=== Section Start ===
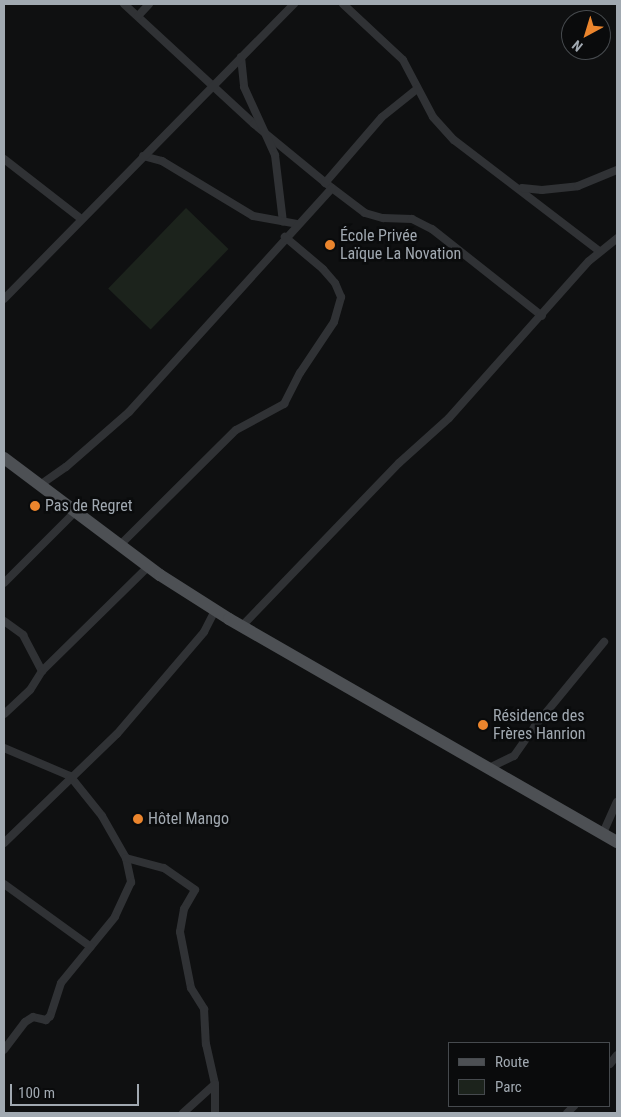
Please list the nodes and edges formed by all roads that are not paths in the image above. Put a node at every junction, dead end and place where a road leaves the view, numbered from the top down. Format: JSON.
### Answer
{"nodes":[{"id":1,"x":124,"y":4,"type":"edge"},
{"id":2,"x":150,"y":4,"type":"edge"},
{"id":3,"x":294,"y":4,"type":"edge"},
{"id":4,"x":342,"y":4,"type":"edge"},
{"id":5,"x":138,"y":16,"type":"junction"},
{"id":6,"x":241,"y":57,"type":"junction"},
{"id":7,"x":213,"y":84,"type":"junction"},
{"id":8,"x":417,"y":89,"type":"junction"},
{"id":9,"x":266,"y":135,"type":"junction"},
{"id":10,"x":143,"y":156,"type":"junction"},
{"id":11,"x":4,"y":159,"type":"edge"},
{"id":12,"x":617,"y":170,"type":"edge"},
{"id":13,"x":328,"y":185,"type":"junction"},
{"id":14,"x":520,"y":188,"type":"junction"},
{"id":15,"x":80,"y":218,"type":"junction"},
{"id":16,"x":283,"y":222,"type":"junction"},
{"id":17,"x":298,"y":224,"type":"junction"},
{"id":18,"x":286,"y":238,"type":"junction"},
{"id":19,"x":617,"y":238,"type":"edge"},
{"id":20,"x":598,"y":251,"type":"junction"},
{"id":21,"x":4,"y":298,"type":"edge"},
{"id":22,"x":542,"y":316,"type":"junction"},
{"id":23,"x":4,"y":458,"type":"edge"},
{"id":24,"x":40,"y":485,"type":"junction"},
{"id":25,"x":75,"y":512,"type":"junction"},
{"id":26,"x":120,"y":545,"type":"junction"},
{"id":27,"x":148,"y":566,"type":"junction"},
{"id":28,"x":4,"y":583,"type":"edge"},
{"id":29,"x":215,"y":610,"type":"junction"},
{"id":30,"x":4,"y":621,"type":"edge"},
{"id":31,"x":242,"y":626,"type":"junction"},
{"id":32,"x":604,"y":642,"type":"dead end"},
{"id":33,"x":42,"y":670,"type":"junction"},
{"id":34,"x":4,"y":714,"type":"edge"},
{"id":35,"x":4,"y":748,"type":"edge"},
{"id":36,"x":489,"y":768,"type":"junction"},
{"id":37,"x":70,"y":776,"type":"junction"},
{"id":38,"x":617,"y":802,"type":"edge"},
{"id":39,"x":603,"y":834,"type":"junction"},
{"id":40,"x":617,"y":842,"type":"edge"},
{"id":41,"x":4,"y":843,"type":"edge"},
{"id":42,"x":126,"y":858,"type":"junction"},
{"id":43,"x":4,"y":884,"type":"edge"},
{"id":44,"x":91,"y":947,"type":"junction"},
{"id":45,"x":4,"y":1050,"type":"edge"},
{"id":46,"x":215,"y":1084,"type":"junction"},
{"id":47,"x":183,"y":1113,"type":"edge"},
{"id":48,"x":214,"y":1113,"type":"edge"}],
"edges":[{"from":1,"to":5,"type":"street"},
{"from":2,"to":5,"type":"street"},
{"from":3,"to":6,"type":"street"},
{"from":4,"to":8,"type":"street"},
{"from":5,"to":7,"type":"street"},
{"from":6,"to":7,"type":"street"},
{"from":6,"to":9,"type":"street"},
{"from":7,"to":9,"type":"street"},
{"from":7,"to":10,"type":"street"},
{"from":8,"to":13,"type":"street"},
{"from":8,"to":14,"type":"street"},
{"from":9,"to":13,"type":"street"},
{"from":9,"to":16,"type":"street"},
{"from":10,"to":15,"type":"street"},
{"from":10,"to":16,"type":"street"},
{"from":11,"to":15,"type":"street"},
{"from":12,"to":14,"type":"street"},
{"from":13,"to":17,"type":"street"},
{"from":13,"to":22,"type":"street"},
{"from":14,"to":20,"type":"street"},
{"from":15,"to":21,"type":"street"},
{"from":16,"to":17,"type":"street"},
{"from":17,"to":18,"type":"street"},
{"from":18,"to":24,"type":"street"},
{"from":18,"to":26,"type":"street"},
{"from":19,"to":20,"type":"street"},
{"from":20,"to":22,"type":"street"},
{"from":22,"to":31,"type":"street"},
{"from":23,"to":24,"type":"main road"},
{"from":24,"to":25,"type":"main road"},
{"from":25,"to":26,"type":"main road"},
{"from":25,"to":28,"type":"street"},
{"from":26,"to":27,"type":"main road"},
{"from":27,"to":29,"type":"main road"},
{"from":27,"to":33,"type":"street"},
{"from":29,"to":31,"type":"main road"},
{"from":29,"to":37,"type":"street"},
{"from":30,"to":33,"type":"street"},
{"from":31,"to":36,"type":"main road"},
{"from":32,"to":36,"type":"street"},
{"from":33,"to":34,"type":"street"},
{"from":35,"to":37,"type":"street"},
{"from":36,"to":39,"type":"main road"},
{"from":37,"to":41,"type":"street"},
{"from":37,"to":42,"type":"street"},
{"from":38,"to":39,"type":"street"},
{"from":39,"to":40,"type":"main road"},
{"from":42,"to":44,"type":"street"},
{"from":42,"to":46,"type":"street"},
{"from":43,"to":44,"type":"street"},
{"from":44,"to":45,"type":"street"},
{"from":46,"to":47,"type":"street"},
{"from":46,"to":48,"type":"street"}]}
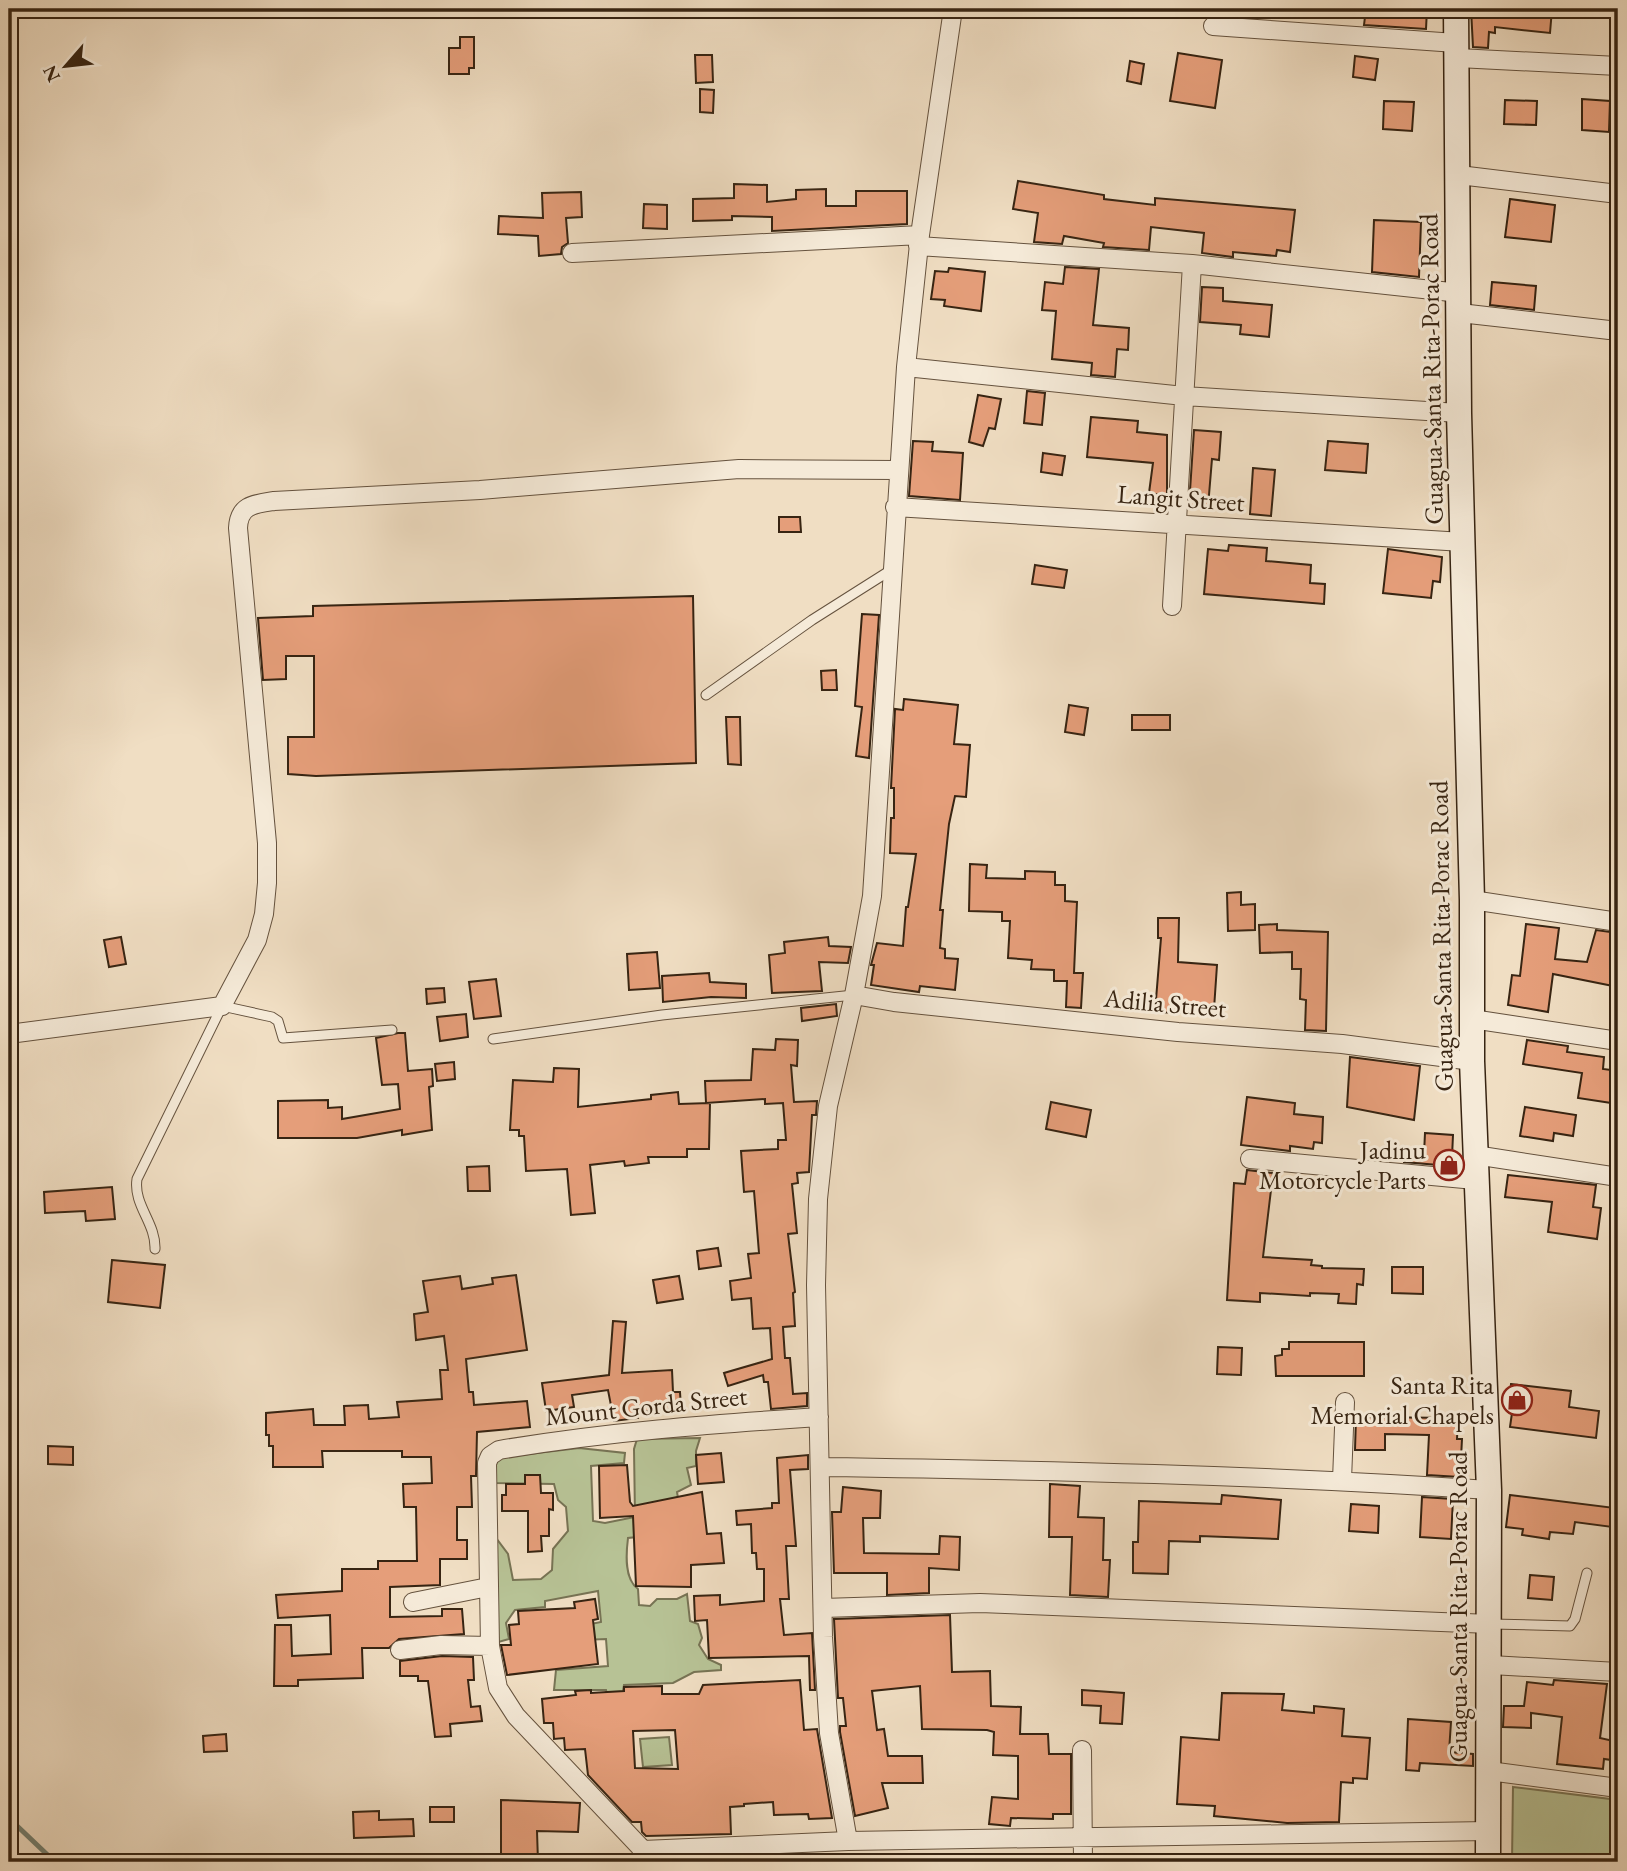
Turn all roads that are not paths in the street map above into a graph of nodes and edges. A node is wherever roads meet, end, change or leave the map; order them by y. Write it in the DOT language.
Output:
graph roads {
  1 [pos="953,9"];
  2 [pos="1456,9"];
  3 [pos="1213,26"];
  4 [pos="1457,50"];
  5 [pos="1618,66"];
  6 [pos="1459,175"];
  7 [pos="1618,194"];
  8 [pos="919,241"];
  9 [pos="572,253"];
  10 [pos="1192,264"];
  11 [pos="1460,303"];
  12 [pos="1618,331"];
  13 [pos="906,367"];
  14 [pos="1184,396"];
  15 [pos="1460,413"];
  16 [pos="897,470"];
  17 [pos="895,507"];
  18 [pos="1176,523"];
  19 [pos="1463,542"];
  20 [pos="891,570"];
  21 [pos="1172,606"];
  22 [pos="706,695"];
  23 [pos="1472,900"];
  24 [pos="1618,922"];
  25 [pos="854,995"];
  26 [pos="222,1006"];
  27 [pos="1472,1019"];
  28 [pos="392,1030"];
  29 [pos="9,1034"];
  30 [pos="493,1039"];
  31 [pos="1618,1041"];
  32 [pos="1472,1061"];
  33 [pos="1475,1155"];
  34 [pos="1250,1159"];
  35 [pos="1618,1177"];
  36 [pos="1475,1180"];
  37 [pos="155,1249"];
  38 [pos="1345,1402"];
  39 [pos="819,1417"];
  40 [pos="820,1468"];
  41 [pos="1342,1480"];
  42 [pos="1489,1490"];
  43 [pos="1587,1573"];
  44 [pos="488,1587"];
  45 [pos="414,1602"];
  46 [pos="823,1608"];
  47 [pos="1490,1624"];
  48 [pos="490,1646"];
  49 [pos="400,1650"];
  50 [pos="1491,1665"];
  51 [pos="1618,1672"];
  52 [pos="1082,1750"];
  53 [pos="1489,1771"];
  54 [pos="1618,1788"];
  55 [pos="1488,1830"];
  56 [pos="1083,1836"];
  57 [pos="848,1841"];
  58 [pos="641,1856"];
  59 [pos="1083,1862"];
  60 [pos="1488,1862"];
  1 -- 8 [label="street"];
  2 -- 4 [label="main road, Guagua-Santa Rita-Porac Road"];
  3 -- 4 [label="street"];
  4 -- 5 [label="street"];
  4 -- 6 [label="main road, Guagua-Santa Rita-Porac Road"];
  6 -- 7 [label="street"];
  6 -- 11 [label="main road, Guagua-Santa Rita-Porac Road"];
  8 -- 9 [label="street"];
  8 -- 10 [label="street"];
  8 -- 13 [label="street"];
  10 -- 11 [label="street"];
  10 -- 14 [label="street"];
  11 -- 12 [label="street"];
  11 -- 15 [label="main road, Guagua-Santa Rita-Porac Road"];
  13 -- 14 [label="street"];
  13 -- 16 [label="street"];
  14 -- 15 [label="street"];
  14 -- 18 [label="street"];
  15 -- 19 [label="main road, Guagua-Santa Rita-Porac Road"];
  16 -- 17 [label="street"];
  16 -- 26 [label="street"];
  17 -- 18 [label="street, Langit Street"];
  17 -- 20 [label="street"];
  18 -- 19 [label="street, Langit Street"];
  18 -- 21 [label="street"];
  19 -- 23 [label="main road, Guagua-Santa Rita-Porac Road"];
  20 -- 22 [label="lane"];
  20 -- 25 [label="street"];
  23 -- 24 [label="street"];
  23 -- 27 [label="main road, Guagua-Santa Rita-Porac Road"];
  25 -- 30 [label="lane"];
  25 -- 32 [label="street, Adilia Street"];
  25 -- 39 [label="street"];
  26 -- 28 [label="lane"];
  26 -- 29 [label="street"];
  26 -- 37 [label="lane"];
  27 -- 31 [label="street"];
  27 -- 32 [label="main road, Guagua-Santa Rita-Porac Road"];
  32 -- 33 [label="main road, Guagua-Santa Rita-Porac Road"];
  33 -- 35 [label="street"];
  33 -- 36 [label="main road, Guagua-Santa Rita-Porac Road"];
  34 -- 36 [label="street"];
  36 -- 42 [label="main road, Guagua-Santa Rita-Porac Road"];
  38 -- 41 [label="street"];
  39 -- 40 [label="street"];
  39 -- 44 [label="street, Mount Gorda Street"];
  40 -- 41 [label="street"];
  40 -- 46 [label="street"];
  41 -- 42 [label="street"];
  42 -- 47 [label="main road, Guagua-Santa Rita-Porac Road"];
  43 -- 47 [label="lane"];
  44 -- 45 [label="street"];
  44 -- 48 [label="street"];
  46 -- 47 [label="street"];
  46 -- 57 [label="street"];
  47 -- 50 [label="main road, Guagua-Santa Rita-Porac Road"];
  48 -- 49 [label="street"];
  48 -- 58 [label="street"];
  50 -- 51 [label="street"];
  50 -- 53 [label="main road, Guagua-Santa Rita-Porac Road"];
  52 -- 56 [label="street"];
  53 -- 54 [label="street"];
  53 -- 55 [label="main road, Guagua-Santa Rita-Porac Road"];
  55 -- 56 [label="street"];
  55 -- 60 [label="main road, Guagua-Santa Rita-Porac Road"];
  56 -- 57 [label="street"];
  56 -- 59 [label="street"];
  57 -- 58 [label="street"];
}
=== Section End ===
- **TASK ITEM**: Check each line of the entries above for the word "graph". List the ones that have it.

- **TASK ANSWER**:
Turn all roads that are not paths in the street map above into a graph of nodes and edges. A node is wherever roads meet, end, change or leave the map; order them by y. Write it in the DOT language.
graph roads {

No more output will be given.